Today, humanity is faced with a similar but unique dilemma, Quantum Computing (“QC”). The implications of QC, given how integrated technology and cyber security have become in our day-to-day life, are far reaching and the technology has the potential to completely undo all current security measures in place. Recently, NASA hit the emergency brakes on their QC project “sending shockwaves through the scientific community” as the implication of them doing so likely means that there are concerns about the merging of AI and quantum computers.[2] Specifically, concerns that doing so would create technology that dominants human capabilities and pose a threat to cybersecurity. So, what is QC?

QC at its core deals with how very tiny particles such as atoms interact. Unlike traditional computing, QC can handle a huge number of possibilities simultaneously. QC can do this as, unlike traditional computing which operates off of bits (0 or 1, based on voltage or charge), QC operates off of quantum bits (exist in a superposition of 0 and 1 simultaneously that enables parallel computation). Particularly, this would allow computers to solve matrixes quicker and allow for a greater range of computations that would greatly impact the Machine Learning industry given its reliance on these functions for computation. Given the complexities associated with creating and maintaining computers in a quantum state, the industry has remained in its infancy. However, given recent developments in Large Language Model (“LLMs”) capabilities and progression in the QC industry, there is concern about the combination of these two capabilities would create programs that would effectively have all the intuition and decision-making capabilities of humans.

As mentioned, if QC is able to achieve its theoretical goals in terms of speed, capabilities and storage, it would lead to a substantial leap in the capabilities of LLM programs; as it would dramatically reduce the time required “for generative AI models to learn, evolve, and create”.[3] Under current constraints, training LLM’s may take days or weeks. With the capabilities of QC, it is estimated that this could be achieved in hours or minutes — allowing for a substantial increase to the number of parameters that these programs can be trained on. The increased computing capabilities could allow LLMs to handle more complex optimization problems currently unimaginable, thus running the risk that these programs could become more intelligent and powerful than expected or planned for from an ethics and risk management perspective. Given the currently lax regulation on the management, controls, and ethics associated with LLM technology, rapid expansion of the technological capabilities would likely inhibit regulation from ever keeping pace.

While the advancement in AI associated with QC remains well within the control of individuals and regulators, QC could be used for far more nefarious purposes, namely hacking. As these computers will have the ability to manage simultaneous processes, they will be incredibly effective at solving the mathematical problems that support traditional cyber-security infrastructure at a rate which prevents traditional measures from stopping a breach. Additionally, quantum computers may be able to impact the core of data integrity and digital signatures, hash functions which are used to map data, and break them to provide access to a system. The functionality outlined above poses a substantial risk to the traditional cybersecurity that we rely on to ensure the privacy of not only personal sensitive information, but information critical to national security. Ultimately, if this technology was to be developed and utilized by bad actors, we would be woefully underprepared. In a sense, the development of this technology creates an arms race similar to that of Edward Teller.

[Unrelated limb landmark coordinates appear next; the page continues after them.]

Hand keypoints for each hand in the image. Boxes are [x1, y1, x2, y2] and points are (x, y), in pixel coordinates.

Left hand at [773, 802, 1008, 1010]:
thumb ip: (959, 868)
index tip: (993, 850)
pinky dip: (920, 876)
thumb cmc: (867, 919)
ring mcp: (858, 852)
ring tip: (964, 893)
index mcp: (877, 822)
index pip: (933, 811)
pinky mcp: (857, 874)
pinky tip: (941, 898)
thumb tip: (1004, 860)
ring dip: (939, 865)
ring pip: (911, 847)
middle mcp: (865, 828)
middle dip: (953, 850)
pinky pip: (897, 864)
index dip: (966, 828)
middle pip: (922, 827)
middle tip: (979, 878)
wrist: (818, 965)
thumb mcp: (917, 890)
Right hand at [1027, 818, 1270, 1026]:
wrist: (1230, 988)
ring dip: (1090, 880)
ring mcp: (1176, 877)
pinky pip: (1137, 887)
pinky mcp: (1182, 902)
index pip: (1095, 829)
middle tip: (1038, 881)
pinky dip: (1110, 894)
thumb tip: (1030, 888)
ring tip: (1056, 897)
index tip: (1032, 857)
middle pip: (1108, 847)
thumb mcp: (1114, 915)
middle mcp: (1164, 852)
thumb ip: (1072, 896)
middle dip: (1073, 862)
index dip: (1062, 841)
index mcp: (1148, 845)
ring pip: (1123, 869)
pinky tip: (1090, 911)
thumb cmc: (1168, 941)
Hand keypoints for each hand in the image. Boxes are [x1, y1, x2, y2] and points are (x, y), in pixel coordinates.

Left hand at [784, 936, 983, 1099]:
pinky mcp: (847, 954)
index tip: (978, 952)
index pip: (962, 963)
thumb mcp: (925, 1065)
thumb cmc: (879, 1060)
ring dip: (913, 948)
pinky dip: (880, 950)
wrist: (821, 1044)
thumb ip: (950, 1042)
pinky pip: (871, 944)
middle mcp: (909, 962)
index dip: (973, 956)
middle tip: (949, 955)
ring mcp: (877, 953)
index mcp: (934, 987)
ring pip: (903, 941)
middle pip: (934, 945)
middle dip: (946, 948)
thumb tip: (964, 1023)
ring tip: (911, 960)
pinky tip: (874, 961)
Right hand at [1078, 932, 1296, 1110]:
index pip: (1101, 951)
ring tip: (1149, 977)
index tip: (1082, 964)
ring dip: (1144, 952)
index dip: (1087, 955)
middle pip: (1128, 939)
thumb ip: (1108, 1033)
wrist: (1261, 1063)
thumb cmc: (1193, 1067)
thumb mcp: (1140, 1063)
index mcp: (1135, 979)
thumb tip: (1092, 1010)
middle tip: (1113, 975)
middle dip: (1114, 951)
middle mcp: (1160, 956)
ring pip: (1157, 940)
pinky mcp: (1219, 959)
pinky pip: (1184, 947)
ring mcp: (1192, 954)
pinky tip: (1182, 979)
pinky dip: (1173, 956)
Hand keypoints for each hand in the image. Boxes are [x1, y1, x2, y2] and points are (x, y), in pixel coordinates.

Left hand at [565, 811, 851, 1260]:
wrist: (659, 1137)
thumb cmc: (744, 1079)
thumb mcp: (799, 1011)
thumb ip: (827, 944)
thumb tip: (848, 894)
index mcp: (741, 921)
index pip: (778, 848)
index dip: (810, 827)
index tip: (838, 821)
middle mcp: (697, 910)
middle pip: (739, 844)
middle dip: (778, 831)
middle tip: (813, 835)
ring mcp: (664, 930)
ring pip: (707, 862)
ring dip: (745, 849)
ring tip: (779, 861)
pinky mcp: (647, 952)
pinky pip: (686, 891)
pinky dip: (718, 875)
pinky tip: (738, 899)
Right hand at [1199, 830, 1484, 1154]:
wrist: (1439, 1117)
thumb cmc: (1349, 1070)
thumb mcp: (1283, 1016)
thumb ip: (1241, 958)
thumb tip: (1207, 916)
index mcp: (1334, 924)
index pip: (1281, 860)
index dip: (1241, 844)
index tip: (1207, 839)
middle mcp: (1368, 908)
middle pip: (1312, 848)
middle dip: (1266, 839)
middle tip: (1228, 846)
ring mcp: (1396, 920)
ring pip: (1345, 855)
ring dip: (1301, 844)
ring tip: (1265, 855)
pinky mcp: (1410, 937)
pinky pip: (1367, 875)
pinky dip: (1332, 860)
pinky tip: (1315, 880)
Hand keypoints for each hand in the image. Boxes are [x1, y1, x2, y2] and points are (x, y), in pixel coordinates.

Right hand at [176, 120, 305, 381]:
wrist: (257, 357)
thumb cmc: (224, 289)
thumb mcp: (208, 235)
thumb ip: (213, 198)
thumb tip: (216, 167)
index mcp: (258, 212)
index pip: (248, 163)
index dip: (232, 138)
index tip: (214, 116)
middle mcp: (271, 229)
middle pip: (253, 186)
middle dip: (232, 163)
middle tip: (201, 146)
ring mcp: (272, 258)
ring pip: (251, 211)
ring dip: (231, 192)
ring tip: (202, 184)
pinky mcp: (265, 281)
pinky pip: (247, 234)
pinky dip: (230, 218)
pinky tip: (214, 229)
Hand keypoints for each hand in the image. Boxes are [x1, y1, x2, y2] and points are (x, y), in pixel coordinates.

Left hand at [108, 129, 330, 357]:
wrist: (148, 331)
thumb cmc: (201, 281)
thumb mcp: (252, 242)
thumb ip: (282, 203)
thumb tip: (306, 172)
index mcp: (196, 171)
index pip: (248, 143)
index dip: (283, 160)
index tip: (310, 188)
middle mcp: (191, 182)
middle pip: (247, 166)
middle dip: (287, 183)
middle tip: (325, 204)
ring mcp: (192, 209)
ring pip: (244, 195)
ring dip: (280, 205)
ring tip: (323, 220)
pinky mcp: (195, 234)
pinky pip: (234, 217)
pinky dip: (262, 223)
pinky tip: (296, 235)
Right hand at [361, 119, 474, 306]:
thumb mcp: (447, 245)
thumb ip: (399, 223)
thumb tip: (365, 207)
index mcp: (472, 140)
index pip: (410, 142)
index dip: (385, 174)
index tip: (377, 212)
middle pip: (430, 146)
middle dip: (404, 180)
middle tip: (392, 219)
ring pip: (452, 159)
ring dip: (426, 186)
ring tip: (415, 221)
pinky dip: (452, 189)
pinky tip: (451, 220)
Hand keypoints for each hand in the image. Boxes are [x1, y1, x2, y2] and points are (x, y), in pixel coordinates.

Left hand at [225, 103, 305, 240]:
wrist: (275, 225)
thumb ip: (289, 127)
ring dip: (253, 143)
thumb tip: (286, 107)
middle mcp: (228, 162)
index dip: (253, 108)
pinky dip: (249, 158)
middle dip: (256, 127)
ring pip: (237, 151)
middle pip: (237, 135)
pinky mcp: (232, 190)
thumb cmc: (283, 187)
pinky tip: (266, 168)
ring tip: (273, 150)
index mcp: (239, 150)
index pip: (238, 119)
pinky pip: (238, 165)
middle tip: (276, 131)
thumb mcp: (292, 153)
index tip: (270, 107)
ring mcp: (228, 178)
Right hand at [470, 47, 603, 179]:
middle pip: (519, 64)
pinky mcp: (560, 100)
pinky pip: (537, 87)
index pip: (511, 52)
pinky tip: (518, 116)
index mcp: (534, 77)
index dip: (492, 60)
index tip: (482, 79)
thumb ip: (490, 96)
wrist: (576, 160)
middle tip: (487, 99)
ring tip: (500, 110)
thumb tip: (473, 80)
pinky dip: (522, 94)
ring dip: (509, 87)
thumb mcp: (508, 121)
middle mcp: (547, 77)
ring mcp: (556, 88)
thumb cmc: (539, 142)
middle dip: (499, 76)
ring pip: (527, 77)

There are a plethora of security measures, regulatory measures and planning steps available to us to decrease the potentially negative implications of implementing QC. Given the huge risk posed to traditional cyber security, the industry needs to create encryption that is resistance to quantum attacks, particularly around information that is critical to national security or sensitive. Further, we can ensure the privacy of our data by utilizing post-quantum cryptography, unique algorithms that rely on multiple layers of algorithms / mathematical code, which is thought to be secure against attacks from quantum computers. However, cryptography is only useful at today’s processing power and may become obsolete soon. Additionally, Quantum Key Distribution can be used to ensure secure communication between the cryptographic protocols, it “enables two parties to produce and share a key that is used to encrypt and decrypt messages”[4]. Like the ethical quandaries facing machine learning, we must ensure that there is a similar focus in the development of this technology to establish ethical guide rails for its use and development, either at an industry, regulator or intergovernmental level. Finally, today we need to begin developing a transition plan from traditional computing to QC for when the technology moves from testing to deployment, to industry/consumers and when / how existing systems and programs reach “quantum-safe” standards.

While we may not know exactly what the future holds it is likely that given what is at stake with QC, nations and companies will seek to continue to develop these capabilities as it will likely create the next generation of technology leaders. We can only hope that the cybersecurity industry and regulators act quickly in managing its influence, so we are able to maintain a level of personal security and control over LLM/machine learning.

[1]https://www.realclearscience.com/blog/2019/09/12/the_fear_that_a_nuclear_bomb_could_ignite_the_atmosphere.html#:~:text=He%20reasoned%20that%20a%20nuclear,the%20Earth%20into%20a%20miniature

[2] https://medium.com/@pareto_investor/nasa-just-shut-down-quantum-computer-after-something-insane-happened-6ddd6ff1d105

[3] https://gafowler.medium.com/the-revolutionary-quantum-leap-what-impact-will-quantum-computers-have-on-generative-ai-8f332bbfb61b#:~:text=Quantum%20computers%2C%20with%20their%20incredible,learn%2C%20evolve%2C%20and%20create.&text=Training%20AI%20models%20might%20take%20days%20or%20even%20weeks%20with%20classical%20computers.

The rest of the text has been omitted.